All the same, she says, "I am not attracted to paint landscape as such.
When I look at it, I love it, and enjoy being there, yet it does not bring
this other in me, when I feel I have to reach for the paints. But when I
look at the configuration created by a jumble of the clutter of mugs and
jars crowded on the kitchen sink, transformed by the light streaming through
the window, it sets me off. It's the light, the form, the space, the mystery
of it... The oddness and strangeness echoes something it me (whatever it
is)
and sets me to paint."
In other words, she is more of a Morandi than a Turner. And why not?
Many artists have been content to see the world in a grain of sand, and
eternity in a wild flower. And admittedly there can be something slightly
-
just slightly - inhuman about them: one finds oneself thinking, with W.S.
Gilbert, "If he's content with a vegetable love Which would certainly
not
suit me, Then what a remarkably pure young man that pure young man must be."
And purity of that kind tends to be more admirable than attractive.
But if we pursue the comparison between Morandi and Vronskaya a little
further, we come to an essential difference between them. Morandi was
completely happy with his little collection of bottles and jars and
canisters on a table; and there are pictures of great beauty where one feels
that Vronskaya might feel the same, provided that the colours and textures
of the bottles and jars are pitched in a higher and more varied register
than Morandi would ever allow. But pictures by Vronskaya which isolate the
crockery and glass are very much in the minority.
We have only to look at the drawings - and Vronskaya has few rivals in
Britain for sheer draughtsmanship - to see exactly why. Some of the most
touching of the drawings are of one of her children, and over and over again
in the paintings come the evidences of their presence, in her home and her
life. When the children are not visibly there, their games and toys are.
Sometimes even jumbled up with the washing on the draining board, in a
mixture at once realistic and surrealistic.

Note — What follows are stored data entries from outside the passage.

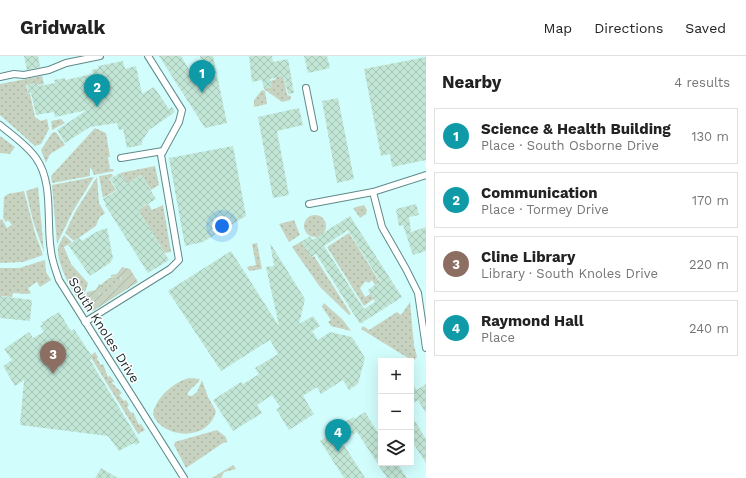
<!DOCTYPE html>
<html lang="en">
<head>
<meta charset="utf-8">
<style>
  :root { --surface:#fff; --page:#f2f2f2; --text:#222; --muted:#767676; --line:#e0e0e0; --accent:#a9431d }
  body { margin:0; font-family:"Work Sans",sans-serif; background:var(--page); color:var(--text) }
  .controls { position:absolute; right:12px; bottom:12px; display:grid; overflow:hidden; border-radius:0px; box-shadow:0 4px 16px #0002 }
  .controls button { width:36px; height:36px; display:grid; place-items:center; padding:0; border:0; border-bottom:1px solid var(--line); background:var(--surface); color:var(--text); font:20px sans-serif }
  .you { position:absolute; left:222px; top:170px; width:14px; height:14px; margin:-10px; border:3px solid #fff; border-radius:50%; background:#1a73e8; box-shadow:0 0 0 6px #1a73e833 }
  .badge { display:grid; place-items:center; width:26px; height:26px; border-radius:50%; background:var(--accent); color:#fff; font-size:13px; font-weight:700 }
  .pin { position:absolute; translate:-50% -33px; filter:drop-shadow(0 1px 2px #0008) }
  .pin::after { content:''; position:absolute; top:21px; width:14px; height:12px; background:inherit; clip-path:polygon(0 0,100% 0,50% 100%) }
  .list { margin:0; padding:0; list-style:none }
  h2 { display:flex; justify-content:space-between; align-items:center; height:52px; margin:0; padding:0 16px; font-size:17px }
  h2 small { font-size:13px; font-weight:400; color:var(--muted) }
  .list li { display:grid; grid-template-columns:26px 1fr auto; gap:12px; align-items:center; box-sizing:border-box; height:56px; margin:0 8px 8px; padding:0 8px; border:1px solid var(--line); border-radius:0px }
  .list b { display:block; font-size:15px; white-space:nowrap }
  .list p { margin:0; font-size:13px; white-space:nowrap; color:var(--muted) }
  .list em { font-size:13px; font-style:normal; color:var(--muted) }
  .icon { flex:none; width:22px; height:22px; fill:none; stroke:currentColor; stroke-width:2; stroke-linecap:round; stroke-linejoin:round }
  .map { position:relative; flex:none; width:426px; height:422px; overflow:hidden }
  header { display:flex; align-items:center; gap:24px; box-sizing:border-box; height:56px; padding:0 20px; background:var(--surface); border-bottom:1px solid var(--line) }
  header strong { font-size:19px }
  nav { display:flex; gap:22px; margin-inline-start:auto; font-size:14px }
  main { display:flex }
  aside { flex:1; background:var(--surface) }
  .map>svg:first-child { display:block }
</style>
</head>
<body>
<header>
<strong>Gridwalk</strong>
<nav><a>Map</a><a>Directions</a><a>Saved</a></nav>
</header>
<main>
<div class="map">
<svg width="426" height="422" viewBox="0 0 426 422">
  <defs>
    <pattern id="grass-dots" width="8" height="8" patternUnits="userSpaceOnUse"><rect width="8" height="8" fill="#c7d3c0"/><path d="M2 2h.1M6 6h.1" fill="none" stroke="#aab5a5" stroke-width="1.8" stroke-linecap="round"/></pattern>
    <pattern id="garden-furrows" width="10" height="10" patternUnits="userSpaceOnUse"><rect width="10" height="10" fill="#c7d3c0"/><path d="M-1 1l2-2M0 10L10 0M9 11l2-2" fill="none" stroke="#aab5a5"/></pattern>
    <pattern id="building-cross-hatch" width="8" height="8" patternUnits="userSpaceOnUse"><rect width="8" height="8" fill="#c2e6d5"/><path d="M0 0l8 8M0 8l8-8" fill="none" stroke="#a6c5b7"/></pattern>
  </defs>
  <rect width="100%" height="100%" fill="#eff"/>
  <path fill="#d2fdfd" fill-rule="evenodd" d="M 0,0 L 426,0 L 426,422 L 0,422 ZM 381,305 L 411,305 L 411,407 L 381,407 Z"/>
  <g fill="url(#grass-dots)">
    <path d="M 283,17 L 287,39 L 291,40 L 290,44 L 282,46 L 264,33 L 271,31 L 271,25 L 276,23 L 276,19 Z"/>
    <path d="M 42,20 L 44,28 L 38,29 L 37,27 L 26,29 L 28,38 L 30,38 L 35,61 L 41,65 L 47,63 L 49,73 L 41,88 L 35,90 L 0,59 L 0,28 Z"/>
    <path d="M 262,34 L 265,35 L 267,48 L 254,51 L 254,44 Z"/>
    <path d="M 61,63 L 65,67 L 52,74 L 51,65 Z"/>
    <path d="M 95,72 L 106,77 L 110,101 L 108,101 L 110,113 L 113,113 L 114,115 L 94,119 L 91,112 L 90,113 L 90,120 L 52,127 L 51,120 Z"/>
    <path d="M 56,76 L 65,89 L 50,98 L 46,107 L 41,94 L 52,77 Z"/>
    <path d="M 0,80 L 15,91 L 10,98 L 0,97 Z"/>
    <path d="M 155,110 L 159,129 L 151,134 L 141,119 L 127,128 L 120,117 Z"/>
    <path d="M 112,118 L 113,120 L 109,123 L 116,134 L 103,142 L 99,120 Z"/>
    <path d="M 94,121 L 73,155 L 57,188 L 52,129 Z"/>
    <path d="M 97,121 L 99,147 L 105,157 L 99,162 L 96,170 L 74,185 L 65,177 L 75,156 Z"/>
    <path d="M 38,131 L 44,196 L 33,165 L 26,135 Z"/>
    <path d="M 24,135 L 35,177 L 43,199 L 23,206 L 0,207 L 0,164 L 2,163 L 7,172 L 12,169 L 8,164 L 6,166 L 3,162 L 4,141 L 8,138 Z"/>
    <path d="M 148,148 L 152,154 L 163,149 L 171,196 L 165,197 L 138,154 Z"/>
    <path d="M 364,149 L 367,154 L 366,158 L 360,162 L 353,152 Z"/>
    <circle cx="315" cy="170" r="11"/>
    <path d="M 294,164 L 300,179 L 289,186 L 279,168 Z"/>
    <path d="M 349,177 L 386,236 L 375,229 L 372,224 L 368,227 L 366,225 L 360,232 L 365,241 L 372,237 L 375,242 L 364,250 L 327,191 Z"/>
    <path d="M 64,179 L 72,186 L 64,191 L 71,208 L 88,227 L 82,247 C 72,237 57,208 58,193 C 58,189 62,183 64,179 Z"/>
    <path d="M 302,185 L 312,201 L 314,200 L 351,258 L 349,259 L 320,231 L 292,191 Z"/>
    <path d="M 257,187 L 262,213 L 249,215 L 247,211 L 256,209 L 252,188 Z"/>
    <path d="M 45,204 L 46,216 L 51,224 L 40,231 L 37,226 L 28,232 L 31,237 L 27,238 L 13,237 L 12,241 L 0,240 L 0,212 L 19,212 Z"/>
    <path d="M 116,220 L 120,221 L 121,226 C 116,233 107,241 98,237 C 99,228 107,222 116,220 Z"/>
    <path d="M 410,246 L 414,289 L 417,301 L 413,305 L 361,273 L 363,270 L 369,274 L 397,256 L 401,259 Z"/>
    <path d="M 324,247 L 343,264 L 351,275 L 331,270 L 328,266 L 331,264 L 322,251 Z"/>
    <path d="M 95,296 L 98,301 L 97,303 L 101,309 L 103,308 L 108,321 L 110,320 L 114,325 L 112,327 L 122,337 L 119,339 L 124,345 L 126,344 L 129,349 L 127,351 L 131,357 L 133,356 L 139,369 L 141,368 L 145,374 L 138,378 L 90,300 Z"/>
    <path d="M 189,322 L 200,323 C 197,330 190,331 187,339 L 192,340 L 197,336 L 202,324 L 208,341 L 216,355 C 208,388 160,381 153,358 C 156,341 174,326 189,322 Z"/>
    <path d="M 217,374 L 226,381 L 227,386 L 223,387 L 186,412 L 174,389 L 175,386 Z"/>
    <path d="M 233,409 L 236,413 L 224,416 L 221,422 L 212,422 Z"/>
  </g>
  <path fill="url(#garden-furrows)" d="M 122,211 L 130,213 L 138,226 L 93,255 L 87,255 L 84,252 L 87,236 L 96,234 L 99,228 L 101,229 L 98,236 L 99,238 C 109,239 120,232 121,222 L 116,220 L 111,221 L 111,219 L 117,218 Z"/>
  <g fill="url(#building-cross-hatch)" fill-rule="evenodd">
    <path d="M 24,0 L 38,0 L 40,11 L 27,14 Z"/>
    <path d="M 159,0 L 181,0 L 191,17 L 202,11 L 200,0 L 213,0 L 227,67 L 205,72 Z"/>
    <path d="M 249,0 L 272,0 L 273,6 L 288,3 L 294,37 L 288,38 L 284,20 L 270,23 L 272,31 L 264,33 L 262,24 L 252,26 Z"/>
    <path d="M 304,0 L 327,0 L 330,12 L 308,17 Z"/>
    <path d="M 426,1 L 426,104 L 392,111 L 390,98 L 381,100 L 364,13 Z"/>
    <path d="M 123,5 L 125,13 L 136,10 L 142,38 L 154,31 L 169,53 L 172,51 L 175,56 L 149,74 L 142,85 L 142,89 L 127,92 L 123,73 L 119,74 L 117,67 L 90,71 L 65,87 L 57,74 L 87,54 L 55,61 L 54,56 L 36,59 L 31,37 L 28,37 L 27,29 L 37,27 L 38,30 L 55,27 L 54,24 L 65,22 L 65,24 L 93,18 L 92,14 L 99,12 L 98,10 Z"/>
    <path d="M 338,42 L 354,123 L 337,127 L 322,45 Z"/>
    <path d="M 299,52 L 303,69 L 277,75 L 289,139 L 273,142 L 258,61 Z"/>
    <path d="M 233,90 L 246,160 L 203,186 L 185,190 L 169,102 Z"/>
    <path d="M 120,117 L 127,128 L 141,119 L 156,143 L 138,154 L 169,204 L 148,217 L 105,149 L 106,148 L 103,143 L 117,134 L 110,123 Z"/>
    <path d="M 416,148 L 419,159 L 409,161 L 411,176 L 426,171 L 426,195 L 413,199 L 403,169 L 399,170 L 396,153 Z"/>
    <path d="M 350,160 L 402,241 L 360,268 L 316,198 L 311,201 L 301,186 L 310,180 L 312,184 ZM 348,174 L 380,225 L 368,234 L 375,246 L 364,253 L 324,190 Z"/>
    <path d="M 107,172 L 113,202 L 110,207 L 90,220 L 68,189 L 79,182 L 82,185 L 98,175 Z"/>
    <path d="M 270,187 L 305,243 L 299,268 L 313,260 L 320,270 L 312,275 L 318,284 L 330,276 L 352,281 L 365,302 L 358,328 L 349,334 L 343,324 L 321,338 L 317,331 L 303,340 L 314,358 L 289,374 L 276,353 L 280,351 L 272,339 L 257,349 L 262,357 L 233,375 L 213,344 L 241,326 L 243,328 L 259,318 L 255,312 L 278,298 L 270,284 L 221,315 L 168,235 L 231,195 L 279,270 L 266,211 L 274,210 Z"/>
    <path d="M 0,240 L 32,244 L 30,265 L 0,262 Z"/>
    <path d="M 59,256 L 71,275 L 74,273 L 93,302 L 90,304 L 140,386 L 136,389 L 134,387 L 119,395 L 108,380 L 20,369 L 24,324 L 15,330 L 3,310 L 12,304 L 4,293 L 29,276 L 33,282 L 44,276 L 40,270 L 44,267 L 41,267 Z"/>
    <path d="M 411,325 L 417,334 L 426,328 L 426,357 L 418,344 L 411,348 Z"/>
    <path d="M 365,356 L 381,382 L 381,407 L 397,407 L 407,422 L 387,422 L 357,376 L 342,386 L 365,422 L 344,422 L 320,385 L 331,378 L 330,376 L 353,361 L 354,363 Z"/>
    <path d="M 411,359 L 426,383 L 426,407 L 411,384 Z"/>
    <path d="M 101,412 L 118,422 L 95,422 Z"/>
  </g>
  <g fill="none" stroke-linecap="round" stroke-linejoin="round">
    <defs>
      <g id="minor">
        <path d="M 0,21 L 14,18 L 24,19 L 49,14 L 66,7 L 100,0"/>
        <path d="M 306,32 L 314,72"/>
        <path d="M 0,69 C 12,79 27,89 36,102 C 54,127 46,166 51,195 C 52,205 56,215 59,224 L 184,422"/>
        <path d="M 121,102 L 163,95"/>
        <path d="M 373,136 L 382,171 L 406,213 L 418,237 L 426,292"/>
        <path d="M 309,148 L 373,136 L 426,119"/>
        <path d="M 85,266 L 170,213 L 179,204 L 161,99 L 179,66 L 182,54 L 148,0"/>
      </g>
    </defs>
    <use href="#minor" stroke="#61898a" stroke-width="8"/>
    <use href="#minor" stroke="#fff" stroke-width="6"/>
  </g>
  <g text-anchor="middle" dominant-baseline="central" stroke-width="3" stroke-linejoin="round" paint-order="stroke">
    <g font-size="13" fill="#162727" stroke="#fff">
      <text transform="translate(104 274) rotate(58)">South Knoles Drive</text>
    </g>
  </g>
</svg>
<div class="controls">
<button>+</button>
<button>−</button>
<button><svg class="icon" aria-label="layers" viewBox="0 0 24 24"><path d="M12 4l9 5-9 5-9-5zM3 14l9 5 9-5"/></svg></button>
</div>
<div class="you"></div>
<div class="pin badge" style="left:202px;top:37px;background:#0f9aa8">1</div>
<div class="pin badge" style="left:97px;top:51px;background:#0f9aa8">2</div>
<div class="pin badge" style="left:53px;top:318px;background:#8d6e63">3</div>
<div class="pin badge" style="left:338px;top:396px;background:#0f9aa8">4</div>
</div>
<aside>
<h2>Nearby<small>4 results</small></h2>
<ul class="list">
<li><span class="badge" style="background:#0f9aa8">1</span><div><b>Science &amp; Health Building</b><p>Place · South Osborne Drive</p></div><em>130 m</em></li>
<li><span class="badge" style="background:#0f9aa8">2</span><div><b>Communication</b><p>Place · Tormey Drive</p></div><em>170 m</em></li>
<li><span class="badge" style="background:#8d6e63">3</span><div><b>Cline Library</b><p>Library · South Knoles Drive</p></div><em>220 m</em></li>
<li><span class="badge" style="background:#0f9aa8">4</span><div><b>Raymond Hall</b><p>Place</p></div><em>240 m</em></li>
</ul>
</aside>
</main>
</body>
</html>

These are the paintings which most obviously assert their own magic, as
they move in a tight-knit circle from painting to painting. Here the three
little men, one of them a snowman, live in the shadow of the relatively
giant grotesque mask which dominates another painting; there, in a third
painting, the three of them are out on their own, in an abstracted blue
universe with the hint of a starlit night - and suddenly, irrationally, one
thinks of the Three Wise Men at the Nativity of Christ. Elsewhere, we seem
on the threshold of Legoland - except that, transformed in Vronskaya's
visionary imagination, the pieces become objects of wonder and romance, much
as the children must see them.
And underlying it all, and in a sense validating it, is that superb
Russian technique. Without the imagination, the technique would still not
be
nothing: at the very least it would be an object of admiration. But allied
with the intense romantic imagination of Vronskaya, who sees everything
through the eyes of wonder, it gives us the sort of rounded, integrated
experience that only the very finest artworks can convey. Are Vronskaya's
pictures classics in the making? I can think of little else in the current
crop of art which comes anywhere near.